(RECORDED DATA Opens)
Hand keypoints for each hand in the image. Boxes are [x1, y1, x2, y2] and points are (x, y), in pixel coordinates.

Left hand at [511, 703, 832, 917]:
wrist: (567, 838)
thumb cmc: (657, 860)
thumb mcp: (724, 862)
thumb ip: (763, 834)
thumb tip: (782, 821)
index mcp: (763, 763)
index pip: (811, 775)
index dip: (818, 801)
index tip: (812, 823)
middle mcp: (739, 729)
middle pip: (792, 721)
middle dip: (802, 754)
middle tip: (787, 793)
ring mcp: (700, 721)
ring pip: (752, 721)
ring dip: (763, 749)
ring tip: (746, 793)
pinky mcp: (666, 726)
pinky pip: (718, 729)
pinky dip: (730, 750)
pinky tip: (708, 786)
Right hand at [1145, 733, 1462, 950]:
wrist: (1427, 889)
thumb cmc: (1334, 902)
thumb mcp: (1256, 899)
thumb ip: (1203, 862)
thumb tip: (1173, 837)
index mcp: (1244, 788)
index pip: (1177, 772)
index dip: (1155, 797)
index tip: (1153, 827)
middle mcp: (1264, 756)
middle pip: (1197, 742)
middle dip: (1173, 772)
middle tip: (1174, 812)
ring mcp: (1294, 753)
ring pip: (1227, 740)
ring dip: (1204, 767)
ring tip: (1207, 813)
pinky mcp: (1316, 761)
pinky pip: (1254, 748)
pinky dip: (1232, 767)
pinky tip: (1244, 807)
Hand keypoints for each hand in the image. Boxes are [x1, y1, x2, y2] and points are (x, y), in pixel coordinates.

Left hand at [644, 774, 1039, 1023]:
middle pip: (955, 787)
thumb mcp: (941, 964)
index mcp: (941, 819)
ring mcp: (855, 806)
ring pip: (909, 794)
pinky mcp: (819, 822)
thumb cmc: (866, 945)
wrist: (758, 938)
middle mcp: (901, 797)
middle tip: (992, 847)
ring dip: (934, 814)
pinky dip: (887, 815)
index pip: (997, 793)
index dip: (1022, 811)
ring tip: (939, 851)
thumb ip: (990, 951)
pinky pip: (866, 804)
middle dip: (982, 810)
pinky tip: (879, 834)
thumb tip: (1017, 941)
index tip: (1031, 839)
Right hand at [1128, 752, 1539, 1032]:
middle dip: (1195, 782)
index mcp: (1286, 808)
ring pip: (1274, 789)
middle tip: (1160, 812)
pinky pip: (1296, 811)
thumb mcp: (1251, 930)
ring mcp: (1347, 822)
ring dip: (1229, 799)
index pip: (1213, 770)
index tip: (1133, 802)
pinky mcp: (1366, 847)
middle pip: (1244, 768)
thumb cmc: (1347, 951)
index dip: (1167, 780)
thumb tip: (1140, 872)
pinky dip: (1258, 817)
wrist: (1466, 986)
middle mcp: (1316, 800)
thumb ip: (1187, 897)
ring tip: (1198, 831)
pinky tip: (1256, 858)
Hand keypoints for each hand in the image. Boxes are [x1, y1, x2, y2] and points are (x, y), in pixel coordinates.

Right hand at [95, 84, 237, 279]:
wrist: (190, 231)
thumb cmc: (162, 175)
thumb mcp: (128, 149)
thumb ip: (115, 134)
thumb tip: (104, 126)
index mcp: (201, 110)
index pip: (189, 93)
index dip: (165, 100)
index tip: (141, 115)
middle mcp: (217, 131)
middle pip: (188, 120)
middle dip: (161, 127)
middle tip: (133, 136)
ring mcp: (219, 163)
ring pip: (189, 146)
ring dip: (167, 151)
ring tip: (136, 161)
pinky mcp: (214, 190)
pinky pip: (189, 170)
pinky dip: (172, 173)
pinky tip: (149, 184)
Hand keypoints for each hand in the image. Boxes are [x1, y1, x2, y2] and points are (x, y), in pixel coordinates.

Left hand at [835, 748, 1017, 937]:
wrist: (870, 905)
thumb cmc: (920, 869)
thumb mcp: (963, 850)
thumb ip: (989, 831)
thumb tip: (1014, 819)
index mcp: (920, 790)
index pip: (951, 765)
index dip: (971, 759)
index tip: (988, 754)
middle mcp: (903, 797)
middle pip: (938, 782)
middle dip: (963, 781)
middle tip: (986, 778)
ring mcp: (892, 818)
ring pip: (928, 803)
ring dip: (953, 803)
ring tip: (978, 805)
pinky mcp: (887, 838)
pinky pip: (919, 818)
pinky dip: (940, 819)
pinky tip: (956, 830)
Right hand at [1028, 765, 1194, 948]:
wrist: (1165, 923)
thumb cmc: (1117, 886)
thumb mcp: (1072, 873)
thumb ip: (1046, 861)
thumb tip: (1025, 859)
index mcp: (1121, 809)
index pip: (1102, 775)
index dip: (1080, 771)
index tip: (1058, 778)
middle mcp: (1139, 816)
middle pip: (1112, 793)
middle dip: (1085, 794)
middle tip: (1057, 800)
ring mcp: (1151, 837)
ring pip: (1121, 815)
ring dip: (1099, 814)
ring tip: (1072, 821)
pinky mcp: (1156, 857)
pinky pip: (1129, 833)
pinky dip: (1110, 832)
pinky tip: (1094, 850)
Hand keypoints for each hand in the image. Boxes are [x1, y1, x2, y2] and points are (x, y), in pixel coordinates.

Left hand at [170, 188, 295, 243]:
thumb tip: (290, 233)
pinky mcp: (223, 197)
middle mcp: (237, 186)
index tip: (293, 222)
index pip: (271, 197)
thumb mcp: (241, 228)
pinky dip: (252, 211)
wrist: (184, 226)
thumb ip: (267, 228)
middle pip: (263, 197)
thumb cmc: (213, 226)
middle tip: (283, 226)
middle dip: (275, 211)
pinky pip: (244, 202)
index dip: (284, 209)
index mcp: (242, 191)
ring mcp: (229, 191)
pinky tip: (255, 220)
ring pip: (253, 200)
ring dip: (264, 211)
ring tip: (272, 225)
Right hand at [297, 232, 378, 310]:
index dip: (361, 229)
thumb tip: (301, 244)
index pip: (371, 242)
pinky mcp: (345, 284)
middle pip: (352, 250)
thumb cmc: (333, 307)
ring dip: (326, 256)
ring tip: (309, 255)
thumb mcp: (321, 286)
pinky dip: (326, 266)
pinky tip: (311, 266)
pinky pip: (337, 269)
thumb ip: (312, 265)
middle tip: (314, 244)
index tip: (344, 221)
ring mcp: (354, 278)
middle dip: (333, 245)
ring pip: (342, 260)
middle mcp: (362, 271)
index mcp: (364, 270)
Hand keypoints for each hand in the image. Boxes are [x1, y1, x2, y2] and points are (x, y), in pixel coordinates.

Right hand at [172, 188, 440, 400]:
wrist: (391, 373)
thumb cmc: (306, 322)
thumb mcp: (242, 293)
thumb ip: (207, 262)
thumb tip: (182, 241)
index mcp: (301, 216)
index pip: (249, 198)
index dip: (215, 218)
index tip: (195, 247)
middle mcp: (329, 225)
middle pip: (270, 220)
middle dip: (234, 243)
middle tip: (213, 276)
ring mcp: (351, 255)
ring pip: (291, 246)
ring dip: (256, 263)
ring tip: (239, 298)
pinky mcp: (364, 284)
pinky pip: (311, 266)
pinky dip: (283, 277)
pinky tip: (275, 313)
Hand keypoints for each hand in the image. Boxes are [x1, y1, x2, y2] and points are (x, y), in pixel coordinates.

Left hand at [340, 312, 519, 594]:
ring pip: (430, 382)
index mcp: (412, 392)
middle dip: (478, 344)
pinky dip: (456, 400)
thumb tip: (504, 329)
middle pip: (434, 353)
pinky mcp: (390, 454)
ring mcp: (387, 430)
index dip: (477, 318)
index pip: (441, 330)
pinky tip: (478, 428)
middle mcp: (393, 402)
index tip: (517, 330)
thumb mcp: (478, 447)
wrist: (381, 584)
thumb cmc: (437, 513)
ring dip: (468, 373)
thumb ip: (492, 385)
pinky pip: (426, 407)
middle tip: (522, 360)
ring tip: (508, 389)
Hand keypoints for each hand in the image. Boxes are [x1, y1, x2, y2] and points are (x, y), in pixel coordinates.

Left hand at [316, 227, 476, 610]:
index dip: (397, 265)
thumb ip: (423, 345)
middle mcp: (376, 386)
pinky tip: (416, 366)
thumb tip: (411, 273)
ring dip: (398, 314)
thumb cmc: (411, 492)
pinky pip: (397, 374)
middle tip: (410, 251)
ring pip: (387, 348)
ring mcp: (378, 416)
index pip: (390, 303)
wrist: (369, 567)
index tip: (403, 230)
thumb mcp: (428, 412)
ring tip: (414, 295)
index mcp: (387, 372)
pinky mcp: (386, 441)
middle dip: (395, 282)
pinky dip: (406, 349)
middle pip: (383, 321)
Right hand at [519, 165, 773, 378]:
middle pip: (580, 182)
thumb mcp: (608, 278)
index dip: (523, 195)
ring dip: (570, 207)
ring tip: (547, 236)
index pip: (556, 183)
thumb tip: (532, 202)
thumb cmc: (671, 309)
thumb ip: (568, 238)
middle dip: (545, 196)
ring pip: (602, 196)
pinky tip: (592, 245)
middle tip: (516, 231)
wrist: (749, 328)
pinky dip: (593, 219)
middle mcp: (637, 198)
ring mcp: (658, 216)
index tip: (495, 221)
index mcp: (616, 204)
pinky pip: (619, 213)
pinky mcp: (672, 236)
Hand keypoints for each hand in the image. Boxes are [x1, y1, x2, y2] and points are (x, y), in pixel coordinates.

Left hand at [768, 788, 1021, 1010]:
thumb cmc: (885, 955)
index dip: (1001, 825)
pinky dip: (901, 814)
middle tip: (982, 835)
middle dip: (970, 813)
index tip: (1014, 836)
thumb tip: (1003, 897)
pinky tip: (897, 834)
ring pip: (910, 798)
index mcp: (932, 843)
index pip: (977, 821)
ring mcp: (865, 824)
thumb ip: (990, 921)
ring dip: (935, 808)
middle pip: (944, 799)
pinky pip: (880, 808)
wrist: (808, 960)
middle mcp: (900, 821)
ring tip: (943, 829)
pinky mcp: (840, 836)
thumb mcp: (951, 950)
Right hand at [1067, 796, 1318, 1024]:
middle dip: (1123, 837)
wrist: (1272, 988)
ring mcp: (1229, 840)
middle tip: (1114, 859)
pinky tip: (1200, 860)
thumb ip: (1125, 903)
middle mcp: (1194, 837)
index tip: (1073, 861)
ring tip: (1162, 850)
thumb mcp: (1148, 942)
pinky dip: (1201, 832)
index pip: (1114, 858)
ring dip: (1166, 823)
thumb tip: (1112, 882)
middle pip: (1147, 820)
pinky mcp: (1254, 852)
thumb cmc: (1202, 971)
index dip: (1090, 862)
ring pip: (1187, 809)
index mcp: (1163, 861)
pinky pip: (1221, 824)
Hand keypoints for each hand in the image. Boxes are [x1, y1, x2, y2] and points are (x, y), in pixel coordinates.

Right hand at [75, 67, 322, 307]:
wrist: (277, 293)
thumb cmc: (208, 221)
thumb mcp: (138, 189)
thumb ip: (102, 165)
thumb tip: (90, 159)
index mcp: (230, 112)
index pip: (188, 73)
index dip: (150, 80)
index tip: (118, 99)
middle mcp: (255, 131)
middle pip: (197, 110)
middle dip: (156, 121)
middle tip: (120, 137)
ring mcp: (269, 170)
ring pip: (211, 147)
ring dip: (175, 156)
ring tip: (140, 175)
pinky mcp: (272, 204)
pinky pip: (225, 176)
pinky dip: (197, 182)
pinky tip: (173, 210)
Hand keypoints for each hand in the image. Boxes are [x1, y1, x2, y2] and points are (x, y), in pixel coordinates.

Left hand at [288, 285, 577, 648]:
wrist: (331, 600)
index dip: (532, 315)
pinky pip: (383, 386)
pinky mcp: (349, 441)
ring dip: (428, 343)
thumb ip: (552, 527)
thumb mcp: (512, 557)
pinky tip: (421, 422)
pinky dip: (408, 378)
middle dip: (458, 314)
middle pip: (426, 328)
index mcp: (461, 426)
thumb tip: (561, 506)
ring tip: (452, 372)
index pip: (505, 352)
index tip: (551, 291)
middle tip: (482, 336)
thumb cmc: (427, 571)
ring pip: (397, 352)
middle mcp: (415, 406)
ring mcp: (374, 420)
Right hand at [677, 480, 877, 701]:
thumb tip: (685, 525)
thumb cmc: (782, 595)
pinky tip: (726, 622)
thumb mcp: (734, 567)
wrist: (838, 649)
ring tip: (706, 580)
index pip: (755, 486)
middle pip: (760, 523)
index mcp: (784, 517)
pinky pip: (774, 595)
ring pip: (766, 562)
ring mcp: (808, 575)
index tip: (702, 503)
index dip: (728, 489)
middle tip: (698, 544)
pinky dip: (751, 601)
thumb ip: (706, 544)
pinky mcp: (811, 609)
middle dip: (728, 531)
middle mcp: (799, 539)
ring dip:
(RECORDED DATA Closes)
** WHAT THE TASK REQUIRES **
State the number of lines in the data that contain the word "Left", offering no other text.

** RESULT BELOW **
8